• _What you will do_
Print every line below exactly. Skip the pictures.

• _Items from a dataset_
__________________________________________________
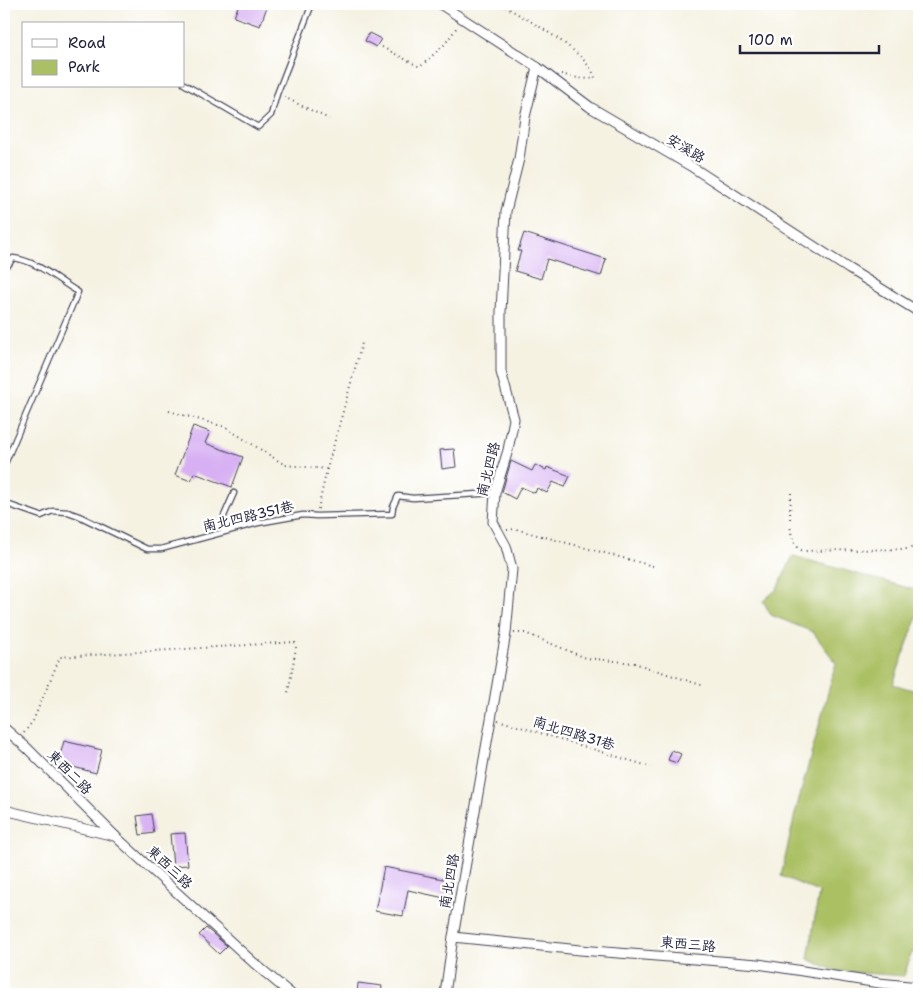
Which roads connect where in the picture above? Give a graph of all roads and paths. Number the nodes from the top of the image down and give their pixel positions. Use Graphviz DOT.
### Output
graph roads {
  1 [pos="312,4"];
  2 [pos="440,4"];
  3 [pos="501,4"];
  4 [pos="463,18"];
  5 [pos="382,47"];
  6 [pos="537,67"];
  7 [pos="556,72"];
  8 [pos="185,85"];
  9 [pos="277,94"];
  10 [pos="329,119"];
  11 [pos="4,261"];
  12 [pos="919,312"];
  13 [pos="362,343"];
  14 [pos="169,411"];
  15 [pos="4,466"];
  16 [pos="327,468"];
  17 [pos="234,492"];
  18 [pos="495,493"];
  19 [pos="791,493"];
  20 [pos="4,503"];
  21 [pos="317,516"];
  22 [pos="497,530"];
  23 [pos="223,532"];
  24 [pos="919,546"];
  25 [pos="653,566"];
  26 [pos="506,633"];
  27 [pos="704,686"];
  28 [pos="288,693"];
  29 [pos="492,718"];
  30 [pos="4,728"];
  31 [pos="18,741"];
  32 [pos="651,767"];
  33 [pos="4,810"];
  34 [pos="116,836"];
  35 [pos="453,937"];
  36 [pos="919,987"];
  37 [pos="291,994"];
  38 [pos="445,994"];
  1 -- 9 [label="lane"];
  2 -- 4 [label="street, 安溪路"];
  3 -- 7 [label="path"];
  4 -- 5 [label="path"];
  4 -- 6 [label="street, 安溪路"];
  6 -- 12 [label="street, 安溪路"];
  6 -- 18 [label="street, 南北四路"];
  8 -- 9 [label="lane"];
  9 -- 10 [label="path"];
  11 -- 15 [label="lane"];
  13 -- 16 [label="path"];
  14 -- 16 [label="path"];
  16 -- 21 [label="path"];
  17 -- 23 [label="lane"];
  18 -- 21 [label="lane, 南北四路351巷"];
  18 -- 22 [label="street, 南北四路"];
  19 -- 24 [label="path"];
  20 -- 23 [label="lane, 南北四路351巷"];
  21 -- 23 [label="lane, 南北四路351巷"];
  22 -- 25 [label="path"];
  22 -- 26 [label="street, 南北四路"];
  26 -- 27 [label="path"];
  26 -- 29 [label="street, 南北四路"];
  28 -- 31 [label="path"];
  29 -- 32 [label="path, 南北四路31巷"];
  29 -- 35 [label="street, 南北四路"];
  30 -- 31 [label="street, 東西二路"];
  31 -- 34 [label="street, 東西二路"];
  33 -- 34 [label="street, 東西三路"];
  34 -- 37 [label="street, 東西三路"];
  35 -- 36 [label="street, 東西三路"];
  35 -- 38 [label="street, 南北四路"];
}
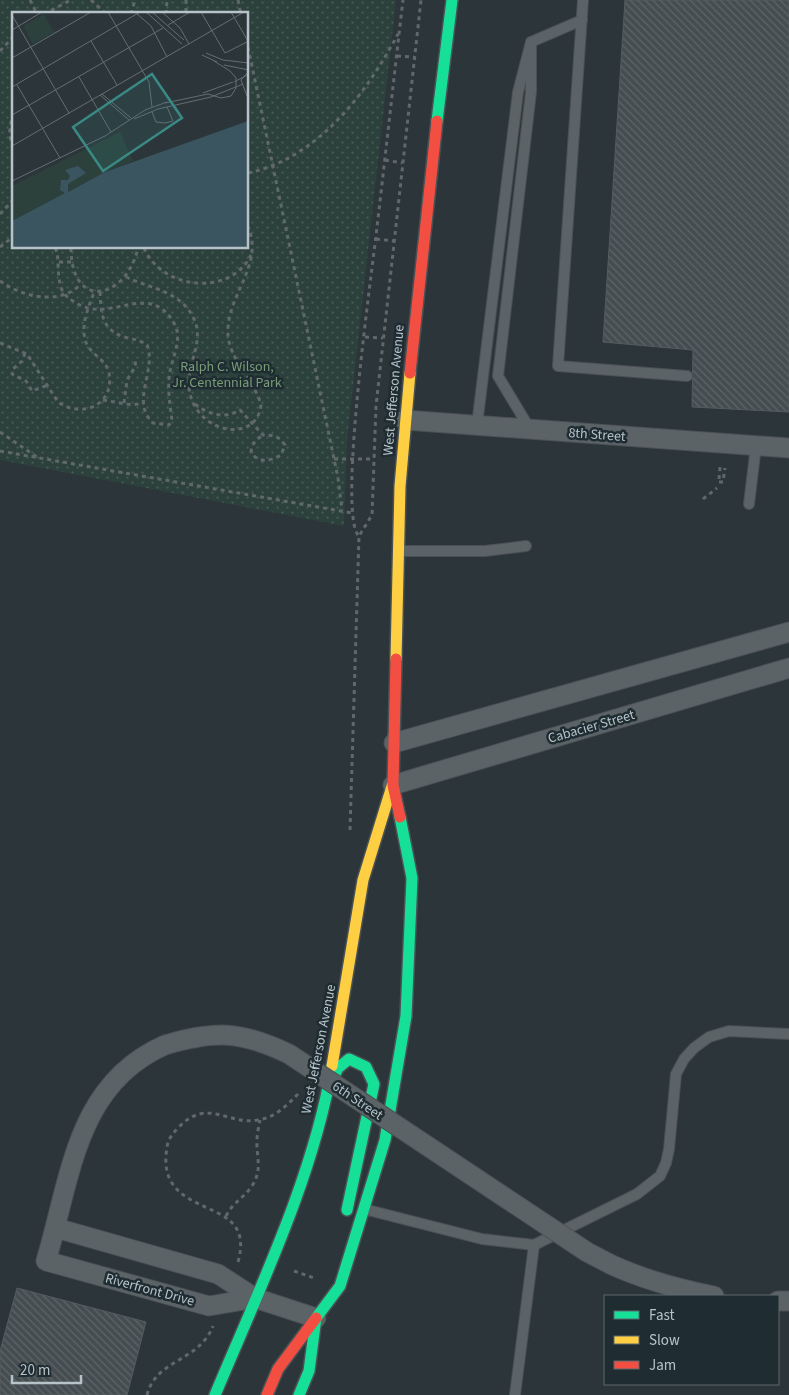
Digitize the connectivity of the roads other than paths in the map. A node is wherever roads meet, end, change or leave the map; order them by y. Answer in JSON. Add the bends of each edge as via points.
{"nodes":[{"id":1,"x":452,"y":0,"type":"edge"},
{"id":2,"x":584,"y":0,"type":"edge"},
{"id":3,"x":582,"y":20,"type":"junction"},
{"id":4,"x":531,"y":42,"type":"junction"},
{"id":5,"x":687,"y":376,"type":"dead end"},
{"id":6,"x":405,"y":420,"type":"junction"},
{"id":7,"x":477,"y":425,"type":"junction"},
{"id":8,"x":530,"y":429,"type":"junction"},
{"id":9,"x":756,"y":446,"type":"junction"},
{"id":10,"x":789,"y":448,"type":"edge"},
{"id":11,"x":749,"y":504,"type":"dead end"},
{"id":12,"x":526,"y":546,"type":"dead end"},
{"id":13,"x":398,"y":551,"type":"junction"},
{"id":14,"x":789,"y":632,"type":"edge"},
{"id":15,"x":789,"y":668,"type":"edge"},
{"id":16,"x":394,"y":743,"type":"junction"},
{"id":17,"x":393,"y":785,"type":"junction"},
{"id":18,"x":789,"y":1034,"type":"edge"},
{"id":19,"x":328,"y":1090,"type":"junction"},
{"id":20,"x":363,"y":1208,"type":"junction"},
{"id":21,"x":56,"y":1228,"type":"junction"},
{"id":22,"x":534,"y":1245,"type":"junction"},
{"id":23,"x":348,"y":1258,"type":"junction"},
{"id":24,"x":46,"y":1261,"type":"joint"},
{"id":25,"x":708,"y":1295,"type":"edge"},
{"id":26,"x":255,"y":1298,"type":"junction"},
{"id":27,"x":316,"y":1318,"type":"junction"},
{"id":28,"x":215,"y":1395,"type":"edge"},
{"id":29,"x":267,"y":1395,"type":"edge"},
{"id":30,"x":299,"y":1395,"type":"edge"},
{"id":31,"x":515,"y":1395,"type":"edge"}],
"edges":[{"from":1,"to":6,"type":"main road","name":"West Jefferson Avenue","via":[[415,308]]},
{"from":2,"to":3,"type":"lane"},
{"from":3,"to":4,"type":"lane"},
{"from":3,"to":5,"type":"lane","via":[[558,366]]},
{"from":4,"to":7,"type":"lane","via":[[518,92]]},
{"from":4,"to":8,"type":"lane","via":[[531,92],[498,376]]},
{"from":6,"to":7,"type":"street","name":"8th Street"},
{"from":6,"to":13,"type":"main road","name":"West Jefferson Avenue"},
{"from":7,"to":8,"type":"street","name":"8th Street"},
{"from":8,"to":9,"type":"street","name":"8th Street"},
{"from":9,"to":10,"type":"street","name":"8th Street"},
{"from":9,"to":11,"type":"lane"},
{"from":12,"to":13,"type":"lane","via":[[484,551]]},
{"from":13,"to":16,"type":"main road","name":"West Jefferson Avenue"},
{"from":14,"to":16,"type":"street"},
{"from":15,"to":17,"type":"street","name":"Cabacier Street"},
{"from":16,"to":17,"type":"main road","name":"West Jefferson Avenue"},
{"from":17,"to":19,"type":"main road","name":"West Jefferson Avenue","via":[[363,880]]},
{"from":17,"to":20,"type":"main road","name":"West Jefferson Avenue","via":[[412,878],[406,1016],[385,1140]]},
{"from":18,"to":22,"type":"lane","via":[[729,1031],[709,1037],[694,1048],[676,1074],[669,1149],[660,1176],[637,1194]]},
{"from":19,"to":23,"type":"main road","via":[[338,1068],[349,1059],[360,1061],[370,1070],[374,1084],[347,1205]]},
{"from":19,"to":26,"type":"main road","name":"West Jefferson Avenue","via":[[302,1177]]},
{"from":20,"to":22,"type":"lane","via":[[482,1239]]},
{"from":20,"to":23,"type":"main road","name":"West Jefferson Avenue"},
{"from":21,"to":24,"type":"street","name":"6th Street"},
{"from":21,"to":25,"type":"street","name":"6th Street","bridge":true,"via":[[77,1147],[98,1100],[111,1082],[130,1064],[165,1045],[207,1034],[227,1034],[266,1043],[289,1054],[587,1252],[641,1278],[678,1290]]},
{"from":21,"to":26,"type":"street","name":"Riverfront Drive","via":[[218,1274]]},
{"from":22,"to":31,"type":"lane"},
{"from":23,"to":27,"type":"main road","name":"West Jefferson Avenue","via":[[340,1286]]},
{"from":24,"to":26,"type":"street","name":"Riverfront Drive","via":[[209,1306]]},
{"from":26,"to":27,"type":"street","name":"Riverfront Drive"},
{"from":26,"to":28,"type":"main road","name":"West Jefferson Avenue"},
{"from":27,"to":29,"type":"main road","via":[[278,1369]]},
{"from":27,"to":30,"type":"main road","name":"West Jefferson Avenue","via":[[309,1371]]}]}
__________________________________________________
• _Exercise output_
Which roads connect where in the picture above? Give a graph of all roads and paths. Number the nodes from the top of the image down and give their pixel positions. Use Graphviz DOT.
### Output
graph roads {
  1 [pos="312,4"];
  2 [pos="440,4"];
  3 [pos="501,4"];
  4 [pos="463,18"];
  5 [pos="382,47"];
  6 [pos="537,67"];
  7 [pos="556,72"];
  8 [pos="185,85"];
  9 [pos="277,94"];
  10 [pos="329,119"];
  11 [pos="4,261"];
  12 [pos="919,312"];
  13 [pos="362,343"];
  14 [pos="169,411"];
  15 [pos="4,466"];
  16 [pos="327,468"];
  17 [pos="234,492"];
  18 [pos="495,493"];
  19 [pos="791,493"];
  20 [pos="4,503"];
  21 [pos="317,516"];
  22 [pos="497,530"];
  23 [pos="223,532"];
  24 [pos="919,546"];
  25 [pos="653,566"];
  26 [pos="506,633"];
  27 [pos="704,686"];
  28 [pos="288,693"];
  29 [pos="492,718"];
  30 [pos="4,728"];
  31 [pos="18,741"];
  32 [pos="651,767"];
  33 [pos="4,810"];
  34 [pos="116,836"];
  35 [pos="453,937"];
  36 [pos="919,987"];
  37 [pos="291,994"];
  38 [pos="445,994"];
  1 -- 9 [label="lane"];
  2 -- 4 [label="street, 安溪路"];
  3 -- 7 [label="path"];
  4 -- 5 [label="path"];
  4 -- 6 [label="street, 安溪路"];
  6 -- 12 [label="street, 安溪路"];
  6 -- 18 [label="street, 南北四路"];
  8 -- 9 [label="lane"];
  9 -- 10 [label="path"];
  11 -- 15 [label="lane"];
  13 -- 16 [label="path"];
  14 -- 16 [label="path"];
  16 -- 21 [label="path"];
  17 -- 23 [label="lane"];
  18 -- 21 [label="lane, 南北四路351巷"];
  18 -- 22 [label="street, 南北四路"];
  19 -- 24 [label="path"];
  20 -- 23 [label="lane, 南北四路351巷"];
  21 -- 23 [label="lane, 南北四路351巷"];
  22 -- 25 [label="path"];
  22 -- 26 [label="street, 南北四路"];
  26 -- 27 [label="path"];
  26 -- 29 [label="street, 南北四路"];
  28 -- 31 [label="path"];
  29 -- 32 [label="path, 南北四路31巷"];
  29 -- 35 [label="street, 南北四路"];
  30 -- 31 [label="street, 東西二路"];
  31 -- 34 [label="street, 東西二路"];
  33 -- 34 [label="street, 東西三路"];
  34 -- 37 [label="street, 東西三路"];
  35 -- 36 [label="street, 東西三路"];
  35 -- 38 [label="street, 南北四路"];
}
Digitize the connectivity of the roads other than paths in the map. A node is wherever roads meet, end, change or leave the map; order them by y. Answer in JSON. Add the bends of each edge as via points.
{"nodes":[{"id":1,"x":452,"y":0,"type":"edge"},
{"id":2,"x":584,"y":0,"type":"edge"},
{"id":3,"x":582,"y":20,"type":"junction"},
{"id":4,"x":531,"y":42,"type":"junction"},
{"id":5,"x":687,"y":376,"type":"dead end"},
{"id":6,"x":405,"y":420,"type":"junction"},
{"id":7,"x":477,"y":425,"type":"junction"},
{"id":8,"x":530,"y":429,"type":"junction"},
{"id":9,"x":756,"y":446,"type":"junction"},
{"id":10,"x":789,"y":448,"type":"edge"},
{"id":11,"x":749,"y":504,"type":"dead end"},
{"id":12,"x":526,"y":546,"type":"dead end"},
{"id":13,"x":398,"y":551,"type":"junction"},
{"id":14,"x":789,"y":632,"type":"edge"},
{"id":15,"x":789,"y":668,"type":"edge"},
{"id":16,"x":394,"y":743,"type":"junction"},
{"id":17,"x":393,"y":785,"type":"junction"},
{"id":18,"x":789,"y":1034,"type":"edge"},
{"id":19,"x":328,"y":1090,"type":"junction"},
{"id":20,"x":363,"y":1208,"type":"junction"},
{"id":21,"x":56,"y":1228,"type":"junction"},
{"id":22,"x":534,"y":1245,"type":"junction"},
{"id":23,"x":348,"y":1258,"type":"junction"},
{"id":24,"x":46,"y":1261,"type":"joint"},
{"id":25,"x":708,"y":1295,"type":"edge"},
{"id":26,"x":255,"y":1298,"type":"junction"},
{"id":27,"x":316,"y":1318,"type":"junction"},
{"id":28,"x":215,"y":1395,"type":"edge"},
{"id":29,"x":267,"y":1395,"type":"edge"},
{"id":30,"x":299,"y":1395,"type":"edge"},
{"id":31,"x":515,"y":1395,"type":"edge"}],
"edges":[{"from":1,"to":6,"type":"main road","name":"West Jefferson Avenue","via":[[415,308]]},
{"from":2,"to":3,"type":"lane"},
{"from":3,"to":4,"type":"lane"},
{"from":3,"to":5,"type":"lane","via":[[558,366]]},
{"from":4,"to":7,"type":"lane","via":[[518,92]]},
{"from":4,"to":8,"type":"lane","via":[[531,92],[498,376]]},
{"from":6,"to":7,"type":"street","name":"8th Street"},
{"from":6,"to":13,"type":"main road","name":"West Jefferson Avenue"},
{"from":7,"to":8,"type":"street","name":"8th Street"},
{"from":8,"to":9,"type":"street","name":"8th Street"},
{"from":9,"to":10,"type":"street","name":"8th Street"},
{"from":9,"to":11,"type":"lane"},
{"from":12,"to":13,"type":"lane","via":[[484,551]]},
{"from":13,"to":16,"type":"main road","name":"West Jefferson Avenue"},
{"from":14,"to":16,"type":"street"},
{"from":15,"to":17,"type":"street","name":"Cabacier Street"},
{"from":16,"to":17,"type":"main road","name":"West Jefferson Avenue"},
{"from":17,"to":19,"type":"main road","name":"West Jefferson Avenue","via":[[363,880]]},
{"from":17,"to":20,"type":"main road","name":"West Jefferson Avenue","via":[[412,878],[406,1016],[385,1140]]},
{"from":18,"to":22,"type":"lane","via":[[729,1031],[709,1037],[694,1048],[676,1074],[669,1149],[660,1176],[637,1194]]},
{"from":19,"to":23,"type":"main road","via":[[338,1068],[349,1059],[360,1061],[370,1070],[374,1084],[347,1205]]},
{"from":19,"to":26,"type":"main road","name":"West Jefferson Avenue","via":[[302,1177]]},
{"from":20,"to":22,"type":"lane","via":[[482,1239]]},
{"from":20,"to":23,"type":"main road","name":"West Jefferson Avenue"},
{"from":21,"to":24,"type":"street","name":"6th Street"},
{"from":21,"to":25,"type":"street","name":"6th Street","bridge":true,"via":[[77,1147],[98,1100],[111,1082],[130,1064],[165,1045],[207,1034],[227,1034],[266,1043],[289,1054],[587,1252],[641,1278],[678,1290]]},
{"from":21,"to":26,"type":"street","name":"Riverfront Drive","via":[[218,1274]]},
{"from":22,"to":31,"type":"lane"},
{"from":23,"to":27,"type":"main road","name":"West Jefferson Avenue","via":[[340,1286]]},
{"from":24,"to":26,"type":"street","name":"Riverfront Drive","via":[[209,1306]]},
{"from":26,"to":27,"type":"street","name":"Riverfront Drive"},
{"from":26,"to":28,"type":"main road","name":"West Jefferson Avenue"},
{"from":27,"to":29,"type":"main road","via":[[278,1369]]},
{"from":27,"to":30,"type":"main road","name":"West Jefferson Avenue","via":[[309,1371]]}]}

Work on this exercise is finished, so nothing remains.